**Data shown:**
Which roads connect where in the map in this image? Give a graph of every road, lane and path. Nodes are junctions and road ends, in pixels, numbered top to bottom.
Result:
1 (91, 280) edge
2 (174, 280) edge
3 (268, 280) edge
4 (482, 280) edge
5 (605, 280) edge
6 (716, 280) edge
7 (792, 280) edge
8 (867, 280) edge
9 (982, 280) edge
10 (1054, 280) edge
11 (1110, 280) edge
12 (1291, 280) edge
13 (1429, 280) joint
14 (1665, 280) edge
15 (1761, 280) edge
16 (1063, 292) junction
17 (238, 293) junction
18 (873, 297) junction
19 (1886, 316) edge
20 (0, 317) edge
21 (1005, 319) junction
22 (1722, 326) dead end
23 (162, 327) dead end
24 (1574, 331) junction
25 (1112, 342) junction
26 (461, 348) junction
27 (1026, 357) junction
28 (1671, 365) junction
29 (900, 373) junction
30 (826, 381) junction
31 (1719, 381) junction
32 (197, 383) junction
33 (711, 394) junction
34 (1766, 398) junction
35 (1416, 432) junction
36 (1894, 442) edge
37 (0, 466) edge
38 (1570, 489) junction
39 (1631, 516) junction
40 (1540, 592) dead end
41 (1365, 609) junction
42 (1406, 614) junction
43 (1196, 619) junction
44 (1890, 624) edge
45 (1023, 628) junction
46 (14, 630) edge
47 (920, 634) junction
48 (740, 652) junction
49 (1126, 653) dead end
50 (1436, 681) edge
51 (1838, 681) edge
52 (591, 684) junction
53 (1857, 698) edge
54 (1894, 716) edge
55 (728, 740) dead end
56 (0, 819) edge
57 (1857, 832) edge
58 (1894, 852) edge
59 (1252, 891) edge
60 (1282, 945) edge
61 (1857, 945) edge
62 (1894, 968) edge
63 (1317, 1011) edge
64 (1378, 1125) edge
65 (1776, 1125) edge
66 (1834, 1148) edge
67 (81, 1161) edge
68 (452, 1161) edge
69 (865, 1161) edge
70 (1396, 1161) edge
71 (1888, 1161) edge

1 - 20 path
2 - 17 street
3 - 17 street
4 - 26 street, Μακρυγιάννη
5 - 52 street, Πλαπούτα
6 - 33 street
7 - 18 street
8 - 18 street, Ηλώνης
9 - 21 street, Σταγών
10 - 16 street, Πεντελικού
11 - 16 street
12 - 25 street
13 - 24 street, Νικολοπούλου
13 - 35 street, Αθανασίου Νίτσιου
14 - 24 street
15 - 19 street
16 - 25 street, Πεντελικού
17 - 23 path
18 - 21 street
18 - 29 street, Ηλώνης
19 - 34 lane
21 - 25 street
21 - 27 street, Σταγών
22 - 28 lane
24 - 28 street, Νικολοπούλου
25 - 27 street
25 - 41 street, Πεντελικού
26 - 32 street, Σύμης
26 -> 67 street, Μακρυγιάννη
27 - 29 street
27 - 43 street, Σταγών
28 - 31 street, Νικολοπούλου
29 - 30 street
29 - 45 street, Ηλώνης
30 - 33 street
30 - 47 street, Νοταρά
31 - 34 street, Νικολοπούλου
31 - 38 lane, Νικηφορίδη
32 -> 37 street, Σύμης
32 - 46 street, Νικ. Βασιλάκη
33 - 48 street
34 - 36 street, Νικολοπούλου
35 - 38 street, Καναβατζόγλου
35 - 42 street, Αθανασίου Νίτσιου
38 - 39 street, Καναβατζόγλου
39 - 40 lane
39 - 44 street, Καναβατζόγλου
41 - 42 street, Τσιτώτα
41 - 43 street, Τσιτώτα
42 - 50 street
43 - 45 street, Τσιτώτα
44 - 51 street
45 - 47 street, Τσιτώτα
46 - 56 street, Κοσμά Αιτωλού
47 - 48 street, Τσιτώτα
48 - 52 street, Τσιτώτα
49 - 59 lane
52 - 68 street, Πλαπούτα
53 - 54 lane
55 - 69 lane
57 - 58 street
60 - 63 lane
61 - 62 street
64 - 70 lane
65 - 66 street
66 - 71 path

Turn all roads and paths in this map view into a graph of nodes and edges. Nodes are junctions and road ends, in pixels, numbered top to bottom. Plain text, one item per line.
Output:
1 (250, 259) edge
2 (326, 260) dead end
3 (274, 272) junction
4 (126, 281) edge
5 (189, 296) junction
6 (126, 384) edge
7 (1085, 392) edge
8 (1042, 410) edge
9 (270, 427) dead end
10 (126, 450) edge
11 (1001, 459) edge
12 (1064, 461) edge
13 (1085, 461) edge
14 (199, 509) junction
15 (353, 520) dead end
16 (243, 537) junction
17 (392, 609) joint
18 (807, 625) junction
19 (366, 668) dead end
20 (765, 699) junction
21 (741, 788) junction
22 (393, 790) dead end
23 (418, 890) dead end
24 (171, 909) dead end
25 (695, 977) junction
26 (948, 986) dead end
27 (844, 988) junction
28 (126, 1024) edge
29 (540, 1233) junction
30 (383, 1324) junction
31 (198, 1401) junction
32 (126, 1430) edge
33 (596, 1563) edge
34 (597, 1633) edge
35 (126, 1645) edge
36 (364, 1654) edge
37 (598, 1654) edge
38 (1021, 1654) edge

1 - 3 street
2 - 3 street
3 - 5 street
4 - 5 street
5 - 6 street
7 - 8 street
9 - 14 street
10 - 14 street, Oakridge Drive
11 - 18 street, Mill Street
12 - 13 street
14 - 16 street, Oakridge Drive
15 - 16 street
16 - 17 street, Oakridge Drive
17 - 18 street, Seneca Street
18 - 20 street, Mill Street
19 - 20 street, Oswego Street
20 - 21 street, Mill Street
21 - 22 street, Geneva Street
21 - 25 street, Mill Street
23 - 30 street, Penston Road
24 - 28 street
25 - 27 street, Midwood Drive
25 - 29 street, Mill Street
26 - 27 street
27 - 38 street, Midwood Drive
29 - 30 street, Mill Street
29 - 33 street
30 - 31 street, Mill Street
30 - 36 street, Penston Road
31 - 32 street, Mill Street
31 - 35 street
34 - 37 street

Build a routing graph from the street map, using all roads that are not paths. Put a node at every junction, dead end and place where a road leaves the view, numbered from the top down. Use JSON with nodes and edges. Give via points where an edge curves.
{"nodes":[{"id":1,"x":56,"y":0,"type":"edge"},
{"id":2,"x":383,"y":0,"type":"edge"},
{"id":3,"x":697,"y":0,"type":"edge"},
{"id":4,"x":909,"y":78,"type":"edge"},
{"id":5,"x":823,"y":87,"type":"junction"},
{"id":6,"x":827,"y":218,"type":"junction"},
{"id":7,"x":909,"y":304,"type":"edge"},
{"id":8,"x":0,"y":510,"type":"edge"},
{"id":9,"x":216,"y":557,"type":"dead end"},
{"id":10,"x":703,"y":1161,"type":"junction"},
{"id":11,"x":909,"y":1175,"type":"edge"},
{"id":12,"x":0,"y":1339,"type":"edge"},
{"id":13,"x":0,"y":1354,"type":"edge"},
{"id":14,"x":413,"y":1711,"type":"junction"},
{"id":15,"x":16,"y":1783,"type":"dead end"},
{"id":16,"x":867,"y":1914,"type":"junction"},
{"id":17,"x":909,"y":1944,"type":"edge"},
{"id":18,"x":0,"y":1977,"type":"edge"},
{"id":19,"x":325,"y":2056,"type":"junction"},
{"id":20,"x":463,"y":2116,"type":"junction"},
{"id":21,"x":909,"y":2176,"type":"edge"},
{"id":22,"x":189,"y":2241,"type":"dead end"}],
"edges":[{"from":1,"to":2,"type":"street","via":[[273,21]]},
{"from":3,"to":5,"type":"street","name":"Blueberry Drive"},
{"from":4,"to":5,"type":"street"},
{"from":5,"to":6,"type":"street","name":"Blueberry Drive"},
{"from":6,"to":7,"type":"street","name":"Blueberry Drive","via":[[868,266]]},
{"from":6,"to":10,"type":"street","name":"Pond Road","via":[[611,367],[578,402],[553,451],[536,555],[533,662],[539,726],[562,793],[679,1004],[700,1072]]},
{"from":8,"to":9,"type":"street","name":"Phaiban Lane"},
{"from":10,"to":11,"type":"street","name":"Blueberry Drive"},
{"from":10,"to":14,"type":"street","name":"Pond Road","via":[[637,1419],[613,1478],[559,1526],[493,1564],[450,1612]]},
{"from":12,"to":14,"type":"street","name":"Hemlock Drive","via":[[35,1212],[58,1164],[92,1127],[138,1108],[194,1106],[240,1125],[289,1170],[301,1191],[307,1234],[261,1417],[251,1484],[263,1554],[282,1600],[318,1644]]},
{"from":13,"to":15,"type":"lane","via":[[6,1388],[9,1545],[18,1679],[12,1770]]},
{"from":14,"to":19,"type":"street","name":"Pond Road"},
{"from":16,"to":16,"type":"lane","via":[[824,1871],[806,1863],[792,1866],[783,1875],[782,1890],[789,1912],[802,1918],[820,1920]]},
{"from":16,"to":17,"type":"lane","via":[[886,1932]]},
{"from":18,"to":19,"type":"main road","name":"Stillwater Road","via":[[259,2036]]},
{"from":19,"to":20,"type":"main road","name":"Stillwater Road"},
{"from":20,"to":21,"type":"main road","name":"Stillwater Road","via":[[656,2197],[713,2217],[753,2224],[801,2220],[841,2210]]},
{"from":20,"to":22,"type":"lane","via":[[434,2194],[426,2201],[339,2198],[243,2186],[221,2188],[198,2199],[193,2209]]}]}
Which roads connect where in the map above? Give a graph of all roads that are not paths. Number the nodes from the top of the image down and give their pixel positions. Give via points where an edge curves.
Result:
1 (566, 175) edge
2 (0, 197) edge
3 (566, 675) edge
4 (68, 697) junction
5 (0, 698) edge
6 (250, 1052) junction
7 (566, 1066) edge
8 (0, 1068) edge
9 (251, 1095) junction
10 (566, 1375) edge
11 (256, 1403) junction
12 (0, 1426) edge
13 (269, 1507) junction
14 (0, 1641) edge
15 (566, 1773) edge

**Task description:**
Find the lines of the listing above that hold "main". Please copy them.

**Output of the exercise:**
{"from":18,"to":19,"type":"main road","name":"Stillwater Road","via":[[259,2036]]},
{"from":19,"to":20,"type":"main road","name":"Stillwater Road"},
{"from":20,"to":21,"type":"main road","name":"Stillwater Road","via":[[656,2197],[713,2217],[753,2224],[801,2220],[841,2210]]},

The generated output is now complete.